▶ _Exercise_: Write out every entry below word for word, leaving nothing out.

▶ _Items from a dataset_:

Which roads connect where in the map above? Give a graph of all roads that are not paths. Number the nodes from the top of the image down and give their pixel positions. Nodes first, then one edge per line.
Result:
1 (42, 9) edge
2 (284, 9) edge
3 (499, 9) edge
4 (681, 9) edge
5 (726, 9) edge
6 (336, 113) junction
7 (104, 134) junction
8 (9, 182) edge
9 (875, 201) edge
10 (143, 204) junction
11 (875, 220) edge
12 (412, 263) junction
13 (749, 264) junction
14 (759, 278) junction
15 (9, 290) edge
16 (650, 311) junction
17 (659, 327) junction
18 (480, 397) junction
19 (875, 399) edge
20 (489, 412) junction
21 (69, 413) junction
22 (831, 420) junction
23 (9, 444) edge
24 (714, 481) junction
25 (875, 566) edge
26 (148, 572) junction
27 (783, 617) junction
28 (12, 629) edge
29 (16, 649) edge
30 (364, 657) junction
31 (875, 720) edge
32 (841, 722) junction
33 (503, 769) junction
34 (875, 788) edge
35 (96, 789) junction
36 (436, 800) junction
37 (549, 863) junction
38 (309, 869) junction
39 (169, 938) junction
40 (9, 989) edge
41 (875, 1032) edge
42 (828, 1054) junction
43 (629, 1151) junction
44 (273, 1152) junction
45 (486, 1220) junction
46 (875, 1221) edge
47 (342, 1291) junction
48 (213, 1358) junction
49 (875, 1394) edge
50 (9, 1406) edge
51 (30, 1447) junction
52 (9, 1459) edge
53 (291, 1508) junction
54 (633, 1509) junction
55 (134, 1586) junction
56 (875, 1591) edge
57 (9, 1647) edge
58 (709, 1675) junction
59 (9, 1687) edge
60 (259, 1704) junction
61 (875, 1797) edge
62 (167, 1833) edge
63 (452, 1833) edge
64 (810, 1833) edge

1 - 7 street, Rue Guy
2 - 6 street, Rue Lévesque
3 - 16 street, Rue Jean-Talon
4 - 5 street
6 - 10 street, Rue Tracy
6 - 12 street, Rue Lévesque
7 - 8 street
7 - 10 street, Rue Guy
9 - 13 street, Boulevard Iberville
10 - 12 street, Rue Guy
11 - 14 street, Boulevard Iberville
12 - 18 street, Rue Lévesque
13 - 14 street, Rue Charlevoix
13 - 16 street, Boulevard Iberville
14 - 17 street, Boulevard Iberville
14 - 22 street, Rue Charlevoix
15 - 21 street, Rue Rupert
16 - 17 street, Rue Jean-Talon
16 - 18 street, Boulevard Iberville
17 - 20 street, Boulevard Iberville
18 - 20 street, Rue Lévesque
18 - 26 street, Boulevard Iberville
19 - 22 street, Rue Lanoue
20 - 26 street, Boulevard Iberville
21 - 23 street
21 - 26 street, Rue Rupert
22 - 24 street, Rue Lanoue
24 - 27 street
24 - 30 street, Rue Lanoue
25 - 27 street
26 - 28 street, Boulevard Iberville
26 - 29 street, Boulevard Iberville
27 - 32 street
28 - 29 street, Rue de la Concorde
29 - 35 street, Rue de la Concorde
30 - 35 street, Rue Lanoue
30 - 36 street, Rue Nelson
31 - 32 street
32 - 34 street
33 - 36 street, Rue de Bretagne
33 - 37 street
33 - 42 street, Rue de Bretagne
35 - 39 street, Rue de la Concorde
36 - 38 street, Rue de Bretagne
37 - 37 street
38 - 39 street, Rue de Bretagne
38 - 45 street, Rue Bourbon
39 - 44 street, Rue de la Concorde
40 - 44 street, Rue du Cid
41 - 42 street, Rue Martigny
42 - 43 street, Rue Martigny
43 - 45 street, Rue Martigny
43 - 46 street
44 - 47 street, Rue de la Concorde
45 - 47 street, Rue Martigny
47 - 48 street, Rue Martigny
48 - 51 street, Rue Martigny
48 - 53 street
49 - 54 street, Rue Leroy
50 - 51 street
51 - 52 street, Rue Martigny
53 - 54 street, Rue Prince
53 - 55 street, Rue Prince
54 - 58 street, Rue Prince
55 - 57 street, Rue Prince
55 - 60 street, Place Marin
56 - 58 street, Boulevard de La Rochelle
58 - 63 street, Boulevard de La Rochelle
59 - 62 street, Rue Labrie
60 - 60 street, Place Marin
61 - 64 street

▶ _Result of this task_:
Which roads connect where in the map above? Give a graph of all roads that are not paths. Number the nodes from the top of the image down and give their pixel positions. Nodes first, then one edge per line.
Result:
1 (42, 9) edge
2 (284, 9) edge
3 (499, 9) edge
4 (681, 9) edge
5 (726, 9) edge
6 (336, 113) junction
7 (104, 134) junction
8 (9, 182) edge
9 (875, 201) edge
10 (143, 204) junction
11 (875, 220) edge
12 (412, 263) junction
13 (749, 264) junction
14 (759, 278) junction
15 (9, 290) edge
16 (650, 311) junction
17 (659, 327) junction
18 (480, 397) junction
19 (875, 399) edge
20 (489, 412) junction
21 (69, 413) junction
22 (831, 420) junction
23 (9, 444) edge
24 (714, 481) junction
25 (875, 566) edge
26 (148, 572) junction
27 (783, 617) junction
28 (12, 629) edge
29 (16, 649) edge
30 (364, 657) junction
31 (875, 720) edge
32 (841, 722) junction
33 (503, 769) junction
34 (875, 788) edge
35 (96, 789) junction
36 (436, 800) junction
37 (549, 863) junction
38 (309, 869) junction
39 (169, 938) junction
40 (9, 989) edge
41 (875, 1032) edge
42 (828, 1054) junction
43 (629, 1151) junction
44 (273, 1152) junction
45 (486, 1220) junction
46 (875, 1221) edge
47 (342, 1291) junction
48 (213, 1358) junction
49 (875, 1394) edge
50 (9, 1406) edge
51 (30, 1447) junction
52 (9, 1459) edge
53 (291, 1508) junction
54 (633, 1509) junction
55 (134, 1586) junction
56 (875, 1591) edge
57 (9, 1647) edge
58 (709, 1675) junction
59 (9, 1687) edge
60 (259, 1704) junction
61 (875, 1797) edge
62 (167, 1833) edge
63 (452, 1833) edge
64 (810, 1833) edge

1 - 7 street, Rue Guy
2 - 6 street, Rue Lévesque
3 - 16 street, Rue Jean-Talon
4 - 5 street
6 - 10 street, Rue Tracy
6 - 12 street, Rue Lévesque
7 - 8 street
7 - 10 street, Rue Guy
9 - 13 street, Boulevard Iberville
10 - 12 street, Rue Guy
11 - 14 street, Boulevard Iberville
12 - 18 street, Rue Lévesque
13 - 14 street, Rue Charlevoix
13 - 16 street, Boulevard Iberville
14 - 17 street, Boulevard Iberville
14 - 22 street, Rue Charlevoix
15 - 21 street, Rue Rupert
16 - 17 street, Rue Jean-Talon
16 - 18 street, Boulevard Iberville
17 - 20 street, Boulevard Iberville
18 - 20 street, Rue Lévesque
18 - 26 street, Boulevard Iberville
19 - 22 street, Rue Lanoue
20 - 26 street, Boulevard Iberville
21 - 23 street
21 - 26 street, Rue Rupert
22 - 24 street, Rue Lanoue
24 - 27 street
24 - 30 street, Rue Lanoue
25 - 27 street
26 - 28 street, Boulevard Iberville
26 - 29 street, Boulevard Iberville
27 - 32 street
28 - 29 street, Rue de la Concorde
29 - 35 street, Rue de la Concorde
30 - 35 street, Rue Lanoue
30 - 36 street, Rue Nelson
31 - 32 street
32 - 34 street
33 - 36 street, Rue de Bretagne
33 - 37 street
33 - 42 street, Rue de Bretagne
35 - 39 street, Rue de la Concorde
36 - 38 street, Rue de Bretagne
37 - 37 street
38 - 39 street, Rue de Bretagne
38 - 45 street, Rue Bourbon
39 - 44 street, Rue de la Concorde
40 - 44 street, Rue du Cid
41 - 42 street, Rue Martigny
42 - 43 street, Rue Martigny
43 - 45 street, Rue Martigny
43 - 46 street
44 - 47 street, Rue de la Concorde
45 - 47 street, Rue Martigny
47 - 48 street, Rue Martigny
48 - 51 street, Rue Martigny
48 - 53 street
49 - 54 street, Rue Leroy
50 - 51 street
51 - 52 street, Rue Martigny
53 - 54 street, Rue Prince
53 - 55 street, Rue Prince
54 - 58 street, Rue Prince
55 - 57 street, Rue Prince
55 - 60 street, Place Marin
56 - 58 street, Boulevard de La Rochelle
58 - 63 street, Boulevard de La Rochelle
59 - 62 street, Rue Labrie
60 - 60 street, Place Marin
61 - 64 street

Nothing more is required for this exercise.